Jornalista, colunista de Economia da rádio O POVO/CBN; Coordenador de Projetos Especiais do Grupo O POVO DE COMUNICAÇÃO; Co-Autor do livro '50 Anos de Desenvolvimento Industrial do Ceará' e autor dos 'Diálogos Empresariais', dois livros reunindo depoimentos de líderes empreendedores do Estado do Ceará
O leito dele cede a ocupações irregulares, lixo, retirada de areia para construção civil. Em suas veias já não corre água, e o que tem são poças poluídas. O esperançoso Castanhão nunca mais sangrou nem vai sangrar. Não é a seca. É o consumo imediato da água por atividades de irrigação e o abastecimento de Fortaleza
Este é um mapa do Ceará do fim do século XIX, já com o território bem mais definido do que nos mapas anteriores ao período imperial. Observem o mapeamento dos nossos generosos mananciais hídricos, com destaque para o rio Jaguaribe, tracejado mais largo de modo a registrar seu leito volumoso a receber afluentes de porte, como o Banabuiú (engrossado pelo rio Patu), o Quixeramobim e o riacho do Sangue.

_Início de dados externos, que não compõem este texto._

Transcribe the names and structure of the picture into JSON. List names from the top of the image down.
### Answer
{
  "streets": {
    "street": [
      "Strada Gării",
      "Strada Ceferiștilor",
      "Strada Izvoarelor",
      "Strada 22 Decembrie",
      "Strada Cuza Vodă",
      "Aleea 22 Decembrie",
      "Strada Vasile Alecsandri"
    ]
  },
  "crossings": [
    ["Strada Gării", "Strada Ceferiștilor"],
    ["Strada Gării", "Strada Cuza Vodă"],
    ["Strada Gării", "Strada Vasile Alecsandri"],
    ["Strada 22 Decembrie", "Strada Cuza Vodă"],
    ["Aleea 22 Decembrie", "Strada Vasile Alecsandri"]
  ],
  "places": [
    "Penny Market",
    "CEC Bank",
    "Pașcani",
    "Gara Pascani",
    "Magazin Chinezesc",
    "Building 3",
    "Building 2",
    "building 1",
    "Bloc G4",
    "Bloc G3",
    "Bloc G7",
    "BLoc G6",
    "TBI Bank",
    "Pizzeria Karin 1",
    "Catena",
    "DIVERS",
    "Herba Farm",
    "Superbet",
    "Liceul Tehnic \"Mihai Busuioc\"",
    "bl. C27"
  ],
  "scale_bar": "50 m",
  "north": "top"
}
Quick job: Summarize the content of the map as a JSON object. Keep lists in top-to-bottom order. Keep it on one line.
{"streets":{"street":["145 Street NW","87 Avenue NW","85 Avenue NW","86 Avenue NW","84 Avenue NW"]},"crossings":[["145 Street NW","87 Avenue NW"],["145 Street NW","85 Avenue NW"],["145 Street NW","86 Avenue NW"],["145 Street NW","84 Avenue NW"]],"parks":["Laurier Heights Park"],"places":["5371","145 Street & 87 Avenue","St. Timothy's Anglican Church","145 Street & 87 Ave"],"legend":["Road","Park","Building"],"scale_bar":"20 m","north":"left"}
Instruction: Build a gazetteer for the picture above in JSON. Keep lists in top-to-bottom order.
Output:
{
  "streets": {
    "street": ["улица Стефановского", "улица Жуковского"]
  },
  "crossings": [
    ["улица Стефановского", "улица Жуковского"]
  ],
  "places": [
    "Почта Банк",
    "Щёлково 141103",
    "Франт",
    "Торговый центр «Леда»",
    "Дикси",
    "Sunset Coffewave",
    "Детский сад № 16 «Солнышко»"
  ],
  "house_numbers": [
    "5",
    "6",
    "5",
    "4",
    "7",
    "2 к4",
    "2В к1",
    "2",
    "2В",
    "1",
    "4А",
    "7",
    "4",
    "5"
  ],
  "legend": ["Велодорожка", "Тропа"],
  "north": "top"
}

No inverno, esses rios faziam a alegria do vale jaguaribano, até a foz do rio, no Aracati. No inverno "macho" o Jaguaribe descia com força e muitas cachoeiras, trazendo fartura. Por isso era chamado "o maior rio seco do mundo", pois suas águas, no verão, minguavam à espera do próximo inverno.
Veio o homem e pinçou suas artérias com barragens poderosas de modo a suportar sua valentia. O Orós, em 1958, o Banabuiú e depois o Castanhão, nos anos 90. O Jaguaribe foi perdendo sua força. Todo o sistema hídrico foi morrendo aos poucos, não mais por conta das secas, como também pelo consumo crescente.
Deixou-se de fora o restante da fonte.